O projeto F.E.M.E, criado em parceria com a Aliança Empreendedora, é um dos principais exemplos de iniciativas realizadas. Duas mil mulheres foram selecionadas para receber uma ajuda de custo, como forma de incentivar o investimento no próprio negócio, além de participar de treinamentos voltados para gestão e educação financeira. Ao todo, R$ 1 milhão foi disponibilizado para esse projeto.

Atualmente, a frente com maior relevância é a formação de jovens, grupo denominado institucionalmente como “protagonismo jovem”. Esse é o público mais prejudicado, no sentido de aprendizagem e em razão da pandemia, e que a Fundação busca beneficiar por meio de formações profissionalizantes e do estímulo à formação pela educação empreendedora, além de fomentar o ingresso no mercado de trabalho ou no trabalho autônomo.

Desafio Fundação Casas Bahia

Um desses projetos sociais é o Desafio Fundação Casas Bahia, desenvolvido em parceria com a Junior Achievement RJ. Voltado para jovens de 15 a 24 anos de idade, o objetivo é que os participantes criem uma startup do zero. Para isso, será oferecido um programa de aprendizagem prática e profissional para que eles vivenciem mais de perto o empreendedorismo.

Os jovens terão oportunidade de conhecer conceitos, ferramentas e desenvolver habilidades necessárias para transformar suas ideias em soluções, visando à melhoria de vida das pessoas. Três mil jovens sairão capacitados nessa trilha de inovação e as 60 equipes mais bem avaliadas, cerca de 300 jovens, receberão reconhecimento financeiro de R$ 300 a R$ 1.500.  As três finalistas terão sua startup acelerada pela Distrito, uma plataforma de inovação para grandes empresas, startups e investidores.

A participação é gratuita e as inscrições vão até o dia 31 de maio, podendo ser realizadas no site.

Pés no presente, olhar no futuro

Já no início de 2021, ano em que a instituição completa 60 anos de existência, diversas ações foram apoiadas, com o objetivo principal de minimizar os impactos da pandemia no Brasil.
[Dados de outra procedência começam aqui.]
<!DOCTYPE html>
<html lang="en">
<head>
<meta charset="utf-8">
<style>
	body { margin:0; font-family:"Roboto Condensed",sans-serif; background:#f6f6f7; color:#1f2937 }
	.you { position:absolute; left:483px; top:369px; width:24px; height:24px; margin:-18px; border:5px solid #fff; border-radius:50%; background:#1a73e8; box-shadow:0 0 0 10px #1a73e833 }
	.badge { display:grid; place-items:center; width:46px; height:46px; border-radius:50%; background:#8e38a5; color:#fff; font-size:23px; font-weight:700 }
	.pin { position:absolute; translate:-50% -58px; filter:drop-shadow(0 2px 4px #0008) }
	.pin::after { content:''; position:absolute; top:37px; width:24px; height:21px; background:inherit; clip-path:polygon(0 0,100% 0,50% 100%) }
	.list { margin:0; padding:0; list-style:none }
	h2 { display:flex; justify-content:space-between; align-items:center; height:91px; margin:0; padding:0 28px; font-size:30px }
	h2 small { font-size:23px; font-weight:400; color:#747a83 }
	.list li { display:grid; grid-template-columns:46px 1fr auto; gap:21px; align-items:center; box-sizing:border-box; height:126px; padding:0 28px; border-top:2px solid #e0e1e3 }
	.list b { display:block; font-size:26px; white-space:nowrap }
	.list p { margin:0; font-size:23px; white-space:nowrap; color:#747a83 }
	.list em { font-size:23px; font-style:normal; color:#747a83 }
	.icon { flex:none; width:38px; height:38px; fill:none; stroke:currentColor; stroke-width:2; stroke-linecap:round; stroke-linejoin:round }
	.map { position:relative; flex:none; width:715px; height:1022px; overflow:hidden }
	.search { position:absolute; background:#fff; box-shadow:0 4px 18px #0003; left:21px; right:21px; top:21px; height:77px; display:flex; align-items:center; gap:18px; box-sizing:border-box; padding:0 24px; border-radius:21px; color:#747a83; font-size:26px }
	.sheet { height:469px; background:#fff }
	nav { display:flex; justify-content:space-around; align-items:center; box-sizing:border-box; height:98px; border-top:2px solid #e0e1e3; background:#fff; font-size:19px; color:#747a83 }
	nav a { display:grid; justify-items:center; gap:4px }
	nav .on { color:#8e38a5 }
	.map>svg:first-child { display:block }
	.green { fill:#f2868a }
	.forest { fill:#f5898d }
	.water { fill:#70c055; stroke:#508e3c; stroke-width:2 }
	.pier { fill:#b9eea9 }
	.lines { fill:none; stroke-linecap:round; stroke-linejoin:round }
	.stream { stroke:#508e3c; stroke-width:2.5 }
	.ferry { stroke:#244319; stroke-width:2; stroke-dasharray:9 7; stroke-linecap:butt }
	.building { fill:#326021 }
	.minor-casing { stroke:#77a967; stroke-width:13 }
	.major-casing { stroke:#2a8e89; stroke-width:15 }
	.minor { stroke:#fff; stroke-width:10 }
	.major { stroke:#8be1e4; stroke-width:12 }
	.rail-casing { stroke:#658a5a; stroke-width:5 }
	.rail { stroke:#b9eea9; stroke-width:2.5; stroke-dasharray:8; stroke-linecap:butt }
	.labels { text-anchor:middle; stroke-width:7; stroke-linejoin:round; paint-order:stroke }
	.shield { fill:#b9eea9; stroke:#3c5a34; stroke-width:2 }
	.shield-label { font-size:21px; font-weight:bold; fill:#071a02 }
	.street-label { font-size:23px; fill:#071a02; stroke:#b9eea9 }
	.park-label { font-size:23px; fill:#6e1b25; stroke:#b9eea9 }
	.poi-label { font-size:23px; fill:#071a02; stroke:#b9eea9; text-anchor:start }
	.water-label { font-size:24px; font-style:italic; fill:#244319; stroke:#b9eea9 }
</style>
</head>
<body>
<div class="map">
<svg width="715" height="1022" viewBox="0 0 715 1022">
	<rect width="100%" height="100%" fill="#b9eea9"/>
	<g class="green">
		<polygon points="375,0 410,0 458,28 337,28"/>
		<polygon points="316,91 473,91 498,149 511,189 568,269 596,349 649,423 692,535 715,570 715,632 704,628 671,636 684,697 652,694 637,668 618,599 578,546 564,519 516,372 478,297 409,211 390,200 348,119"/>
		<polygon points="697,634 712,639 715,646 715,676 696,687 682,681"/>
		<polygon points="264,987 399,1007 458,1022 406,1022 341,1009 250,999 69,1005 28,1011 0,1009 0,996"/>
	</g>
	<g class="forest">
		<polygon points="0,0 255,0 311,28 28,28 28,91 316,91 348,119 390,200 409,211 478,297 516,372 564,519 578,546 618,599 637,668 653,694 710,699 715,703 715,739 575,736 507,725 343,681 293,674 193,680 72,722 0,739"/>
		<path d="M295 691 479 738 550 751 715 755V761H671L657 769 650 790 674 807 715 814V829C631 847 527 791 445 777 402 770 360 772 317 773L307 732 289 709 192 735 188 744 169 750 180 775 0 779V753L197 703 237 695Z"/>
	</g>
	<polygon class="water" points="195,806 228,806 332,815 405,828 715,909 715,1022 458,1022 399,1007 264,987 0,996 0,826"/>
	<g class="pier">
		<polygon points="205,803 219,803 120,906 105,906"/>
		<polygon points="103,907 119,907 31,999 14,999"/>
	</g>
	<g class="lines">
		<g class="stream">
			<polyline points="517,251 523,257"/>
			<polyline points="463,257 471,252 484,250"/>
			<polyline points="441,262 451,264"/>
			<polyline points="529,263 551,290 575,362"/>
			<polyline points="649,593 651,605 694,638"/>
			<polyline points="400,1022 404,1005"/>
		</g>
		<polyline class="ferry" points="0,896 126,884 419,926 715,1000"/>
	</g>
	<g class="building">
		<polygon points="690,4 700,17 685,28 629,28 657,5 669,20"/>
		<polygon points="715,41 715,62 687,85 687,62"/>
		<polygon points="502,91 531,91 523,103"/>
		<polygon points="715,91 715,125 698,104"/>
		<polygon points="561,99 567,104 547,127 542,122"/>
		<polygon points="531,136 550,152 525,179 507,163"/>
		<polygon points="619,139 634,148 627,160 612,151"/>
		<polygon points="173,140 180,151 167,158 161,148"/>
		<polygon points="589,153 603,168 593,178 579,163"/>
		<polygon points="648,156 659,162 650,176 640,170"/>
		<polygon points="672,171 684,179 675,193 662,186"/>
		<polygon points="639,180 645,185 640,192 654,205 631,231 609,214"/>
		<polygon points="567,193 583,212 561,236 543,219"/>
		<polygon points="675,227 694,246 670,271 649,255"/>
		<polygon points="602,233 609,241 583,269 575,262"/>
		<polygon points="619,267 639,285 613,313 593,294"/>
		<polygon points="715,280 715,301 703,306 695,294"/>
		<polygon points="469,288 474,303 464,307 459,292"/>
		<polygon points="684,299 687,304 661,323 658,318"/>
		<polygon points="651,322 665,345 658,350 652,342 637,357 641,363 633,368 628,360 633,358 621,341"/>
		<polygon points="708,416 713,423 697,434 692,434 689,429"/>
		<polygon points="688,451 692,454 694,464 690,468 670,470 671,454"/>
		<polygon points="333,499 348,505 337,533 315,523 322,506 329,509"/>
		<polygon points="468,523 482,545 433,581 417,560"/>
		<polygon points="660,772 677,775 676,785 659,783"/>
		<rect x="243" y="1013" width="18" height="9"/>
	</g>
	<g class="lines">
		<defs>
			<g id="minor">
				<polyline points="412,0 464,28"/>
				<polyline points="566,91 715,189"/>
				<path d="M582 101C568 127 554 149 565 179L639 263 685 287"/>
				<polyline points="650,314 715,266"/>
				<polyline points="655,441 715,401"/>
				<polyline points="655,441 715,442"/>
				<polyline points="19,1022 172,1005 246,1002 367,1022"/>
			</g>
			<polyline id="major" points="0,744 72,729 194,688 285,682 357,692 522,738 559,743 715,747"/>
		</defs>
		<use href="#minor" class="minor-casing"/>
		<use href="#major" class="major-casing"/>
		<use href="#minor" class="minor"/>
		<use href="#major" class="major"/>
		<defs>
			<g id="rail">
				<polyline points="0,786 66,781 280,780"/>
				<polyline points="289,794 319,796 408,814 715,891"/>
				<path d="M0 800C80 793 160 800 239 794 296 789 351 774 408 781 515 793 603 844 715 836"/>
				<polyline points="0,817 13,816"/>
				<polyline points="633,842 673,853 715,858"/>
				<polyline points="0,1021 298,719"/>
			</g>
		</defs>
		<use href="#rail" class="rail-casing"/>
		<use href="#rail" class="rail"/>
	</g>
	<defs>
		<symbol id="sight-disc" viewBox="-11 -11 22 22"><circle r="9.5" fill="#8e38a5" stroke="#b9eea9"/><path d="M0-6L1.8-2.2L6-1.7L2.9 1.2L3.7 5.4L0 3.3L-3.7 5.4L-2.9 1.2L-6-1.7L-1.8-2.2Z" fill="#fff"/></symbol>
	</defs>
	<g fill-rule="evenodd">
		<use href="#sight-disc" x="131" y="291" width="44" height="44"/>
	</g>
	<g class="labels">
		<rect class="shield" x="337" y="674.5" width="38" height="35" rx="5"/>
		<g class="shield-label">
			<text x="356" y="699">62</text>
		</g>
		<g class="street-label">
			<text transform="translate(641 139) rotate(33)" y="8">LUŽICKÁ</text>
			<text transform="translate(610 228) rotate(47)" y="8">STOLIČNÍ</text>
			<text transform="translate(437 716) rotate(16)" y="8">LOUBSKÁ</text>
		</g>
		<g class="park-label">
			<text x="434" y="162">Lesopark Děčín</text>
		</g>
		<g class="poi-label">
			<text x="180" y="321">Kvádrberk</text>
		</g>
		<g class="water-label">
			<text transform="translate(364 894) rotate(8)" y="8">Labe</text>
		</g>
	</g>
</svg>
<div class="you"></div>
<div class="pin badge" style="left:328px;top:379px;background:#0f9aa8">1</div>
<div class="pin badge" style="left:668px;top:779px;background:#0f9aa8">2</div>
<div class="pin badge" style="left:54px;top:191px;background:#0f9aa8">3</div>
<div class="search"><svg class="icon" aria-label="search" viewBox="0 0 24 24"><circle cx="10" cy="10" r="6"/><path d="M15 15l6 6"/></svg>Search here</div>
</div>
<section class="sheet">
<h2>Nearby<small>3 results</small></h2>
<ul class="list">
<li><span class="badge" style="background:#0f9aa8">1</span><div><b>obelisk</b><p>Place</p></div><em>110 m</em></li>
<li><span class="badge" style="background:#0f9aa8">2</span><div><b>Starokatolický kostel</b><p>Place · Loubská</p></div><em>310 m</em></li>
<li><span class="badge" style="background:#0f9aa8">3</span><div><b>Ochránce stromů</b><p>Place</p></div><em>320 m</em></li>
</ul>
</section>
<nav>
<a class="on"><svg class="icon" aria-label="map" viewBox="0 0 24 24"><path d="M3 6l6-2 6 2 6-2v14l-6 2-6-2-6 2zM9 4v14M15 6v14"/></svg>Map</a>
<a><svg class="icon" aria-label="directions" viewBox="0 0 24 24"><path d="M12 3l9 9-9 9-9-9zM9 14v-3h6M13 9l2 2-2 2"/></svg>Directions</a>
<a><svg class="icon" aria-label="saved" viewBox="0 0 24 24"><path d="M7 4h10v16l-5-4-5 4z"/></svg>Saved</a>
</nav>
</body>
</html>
Entre elas, a doação de R$ 4 milhões para ações de combate à fome, mais de R$ 300 mil em ajuda humanitária para os Estados do Amazonas e Pará, para a aquisição de seis usinas de oxigênio, em parceria com a União BR, e a doação de itens de necessidade básica e hospitalar para a Cufa (AM) e Unicef (PA).

Além disso, também contribuiu com a doação de R$ 1 milhão para a construção da nova fábrica do Instituto Butantan, cooperando de forma indireta na produção da vacina CoronaVac no Brasil, em parceria com a Comunitas BR e a InvestSP.
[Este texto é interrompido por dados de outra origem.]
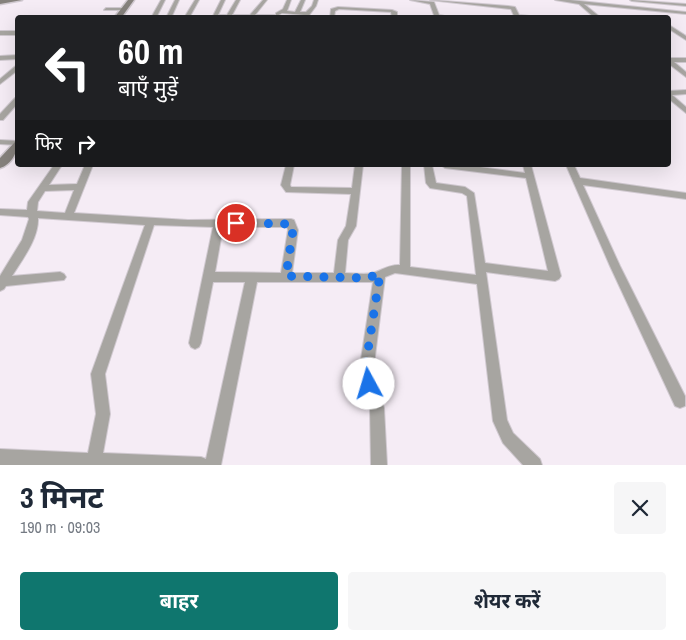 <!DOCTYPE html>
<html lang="hi">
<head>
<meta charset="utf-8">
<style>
	:root { --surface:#fff; --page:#f6f6f7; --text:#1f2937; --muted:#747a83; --accent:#0f766e }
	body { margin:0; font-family:"Archivo Narrow","Noto Sans Devanagari",sans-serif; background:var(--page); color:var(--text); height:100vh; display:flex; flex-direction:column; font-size:19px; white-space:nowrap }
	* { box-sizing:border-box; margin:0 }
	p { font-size:16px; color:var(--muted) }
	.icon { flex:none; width:28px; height:28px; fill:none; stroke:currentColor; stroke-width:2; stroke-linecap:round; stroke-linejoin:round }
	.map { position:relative; height:465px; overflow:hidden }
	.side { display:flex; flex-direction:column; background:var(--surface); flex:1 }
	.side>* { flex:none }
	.hud { position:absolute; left:15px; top:15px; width:656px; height:152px; border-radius:5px; box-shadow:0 5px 20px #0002; background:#202124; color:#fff; overflow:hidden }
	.pin { position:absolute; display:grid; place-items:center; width:42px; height:42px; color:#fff; margin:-21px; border:2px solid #fff; border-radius:50%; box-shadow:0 1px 5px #0007 }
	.me { position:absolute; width:55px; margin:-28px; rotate:354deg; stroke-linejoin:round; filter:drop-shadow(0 0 4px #0008) }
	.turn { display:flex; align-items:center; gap:18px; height:105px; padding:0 20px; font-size:22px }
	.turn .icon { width:65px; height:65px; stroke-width:2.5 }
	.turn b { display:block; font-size:35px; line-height:42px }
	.then { display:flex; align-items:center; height:48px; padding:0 20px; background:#0003; gap:10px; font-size:19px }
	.round { display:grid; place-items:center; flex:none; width:52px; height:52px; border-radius:5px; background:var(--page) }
	.overview { display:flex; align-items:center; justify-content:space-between; height:85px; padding:0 20px }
	h1 { font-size:30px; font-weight:700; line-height:38px }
	.button { display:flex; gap:10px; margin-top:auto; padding:10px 20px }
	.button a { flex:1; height:58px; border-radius:5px; background:var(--accent); color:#fff; font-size:20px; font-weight:700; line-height:58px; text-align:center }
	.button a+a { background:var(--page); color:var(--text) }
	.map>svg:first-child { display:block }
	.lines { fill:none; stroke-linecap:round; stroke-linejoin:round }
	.street-casing { stroke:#d0c9d0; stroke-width:2 }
	.secondary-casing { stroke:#d0c9d0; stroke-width:3 }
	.street { fill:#a7a5a1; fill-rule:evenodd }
	.secondary { fill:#85817c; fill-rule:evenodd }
	.route { stroke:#1a73e8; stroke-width:9; stroke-dasharray:0 16.2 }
</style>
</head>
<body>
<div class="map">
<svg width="686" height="465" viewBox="0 0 686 465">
	<rect width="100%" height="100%" fill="#f5ecf5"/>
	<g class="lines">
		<g class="street-casing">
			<g id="street">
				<path d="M161,0H165L156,18H151Z"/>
				<path d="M175,0H179L171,18H166Z"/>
				<path d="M195,0H199L189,18H184Z"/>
				<path d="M221,0H225L218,15H227L236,0H240L232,15H250L263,0H267L255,15H276V13L283,9L287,0H291L287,11L295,12L301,0H305L300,12H306L312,6L314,0H318L316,6L307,18H302L304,15L282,13L275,17L212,18Z"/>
				<path d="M410,0L434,2L439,15L456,18H435L430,4Z"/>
				<path d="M430,0L508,6L515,7L519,15L549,18H515L511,9Z"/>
				<path d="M555,0H570L686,12V14L584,4L601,18H595L579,4Z"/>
				<path d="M630,0L686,4V6L632,1Z"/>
				<path d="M338,7L392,10L397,12V18H392L391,12L339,9L335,11L334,18H330L331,9Z"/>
				<path d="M106,8H124L126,9L124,10H104Z"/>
				<path d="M669,25L686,36V40L669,29Z"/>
				<rect x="0" y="31" width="18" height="4"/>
				<path d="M18,55V59L0,60V56Z"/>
				<path d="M669,58H686V62H674L686,72V77L669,64Z"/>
				<path d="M18,64V70L0,84V79Z"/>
				<path d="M686,90V94L672,95L686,107V113L669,99V91Z"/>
				<path d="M18,97V103L3,120H0V114L15,98Z"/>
				<path d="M0,140L18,141V145L0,144Z"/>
				<path d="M54,165H62L49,185L77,184L85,165H93L74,213L188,220L291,219L294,220L298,230L292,273H334L338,240L346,226L351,194L286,192L281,185L286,165H294L290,185L291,187L352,188L355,165H363L356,226L348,240L345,273C354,273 364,275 373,273C382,270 390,264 400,265L402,165H410V267L476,275L467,196L462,193L430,188L426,183L424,165H432L436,183L465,187L474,193L485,263L548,271L526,178L445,168L441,165H465L525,173L523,165H531L561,276L559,279L555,281L486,272L507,420L513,433L540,459L542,465H523L503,443L493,421L477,284L395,273L385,277L373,372L384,408L387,465H371L370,408L359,372L373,282H257L221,465H0V449L88,453L96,414L91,374L145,225L38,218C39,238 22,260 12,276L60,272L64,274L66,277L64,280L6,286L4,289L0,291V276L22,240L29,219L28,217L0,215V209L27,210L28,202ZM74,190L65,213L37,211L38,202L45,191ZM154,225L213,227L189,343L191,347L195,349L199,347L201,343L213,282H245L206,459L201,457L103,453L110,414L105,374ZM223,227H287L288,230L281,273L215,272Z"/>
				<path d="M566,165H574L580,178L686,193V199L583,185L620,266L685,396V406L680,408L675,406L610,266Z"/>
			</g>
		</g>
		<g class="secondary-casing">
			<g id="secondary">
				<path d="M0,0H22L0,4Z"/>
				<path d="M128,0H134L121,18H114Z"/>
				<path d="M18,141C18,152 11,165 0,168V158L15,142Z"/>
			</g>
		</g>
		<use href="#street" class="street"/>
		<use href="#secondary" class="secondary"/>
	</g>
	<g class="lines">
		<path class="route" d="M236,223L291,224L293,230L286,276L366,278L380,274L366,363L369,384"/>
	</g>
</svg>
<div class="pin" style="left:236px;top:223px;background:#d93025"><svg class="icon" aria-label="arrive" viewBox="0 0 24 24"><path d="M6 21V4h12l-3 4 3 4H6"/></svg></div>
<svg class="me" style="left:369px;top:384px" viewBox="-20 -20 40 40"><circle r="19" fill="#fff"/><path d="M0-13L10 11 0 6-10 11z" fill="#1a73e8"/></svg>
<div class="hud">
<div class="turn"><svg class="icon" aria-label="left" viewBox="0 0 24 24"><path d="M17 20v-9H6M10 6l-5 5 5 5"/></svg><div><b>60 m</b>बाएँ मुड़ें</div></div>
<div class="then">फिर<svg class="icon" aria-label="right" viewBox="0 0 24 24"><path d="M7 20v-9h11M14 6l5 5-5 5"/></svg></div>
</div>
</div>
<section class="side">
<div class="overview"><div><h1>3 मिनट</h1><p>190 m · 09:03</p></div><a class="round"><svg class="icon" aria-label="close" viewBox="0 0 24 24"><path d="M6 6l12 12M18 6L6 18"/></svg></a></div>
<div class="button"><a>बाहर</a><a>शेयर करें</a></div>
</section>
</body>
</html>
“Nestes 60 anos, somamos muitas histórias que passam pelo engajamento de colaboradores voluntários, parceiros e entidades que buscam fazer a diferença por meio da criação de oportunidades. Este ano nos proporciona fazer um resgate de tudo o que foi conquistado e planejar um futuro que começa agora”, vislumbra Hélio Muniz, diretor-presidente da Fundação Casas Bahia.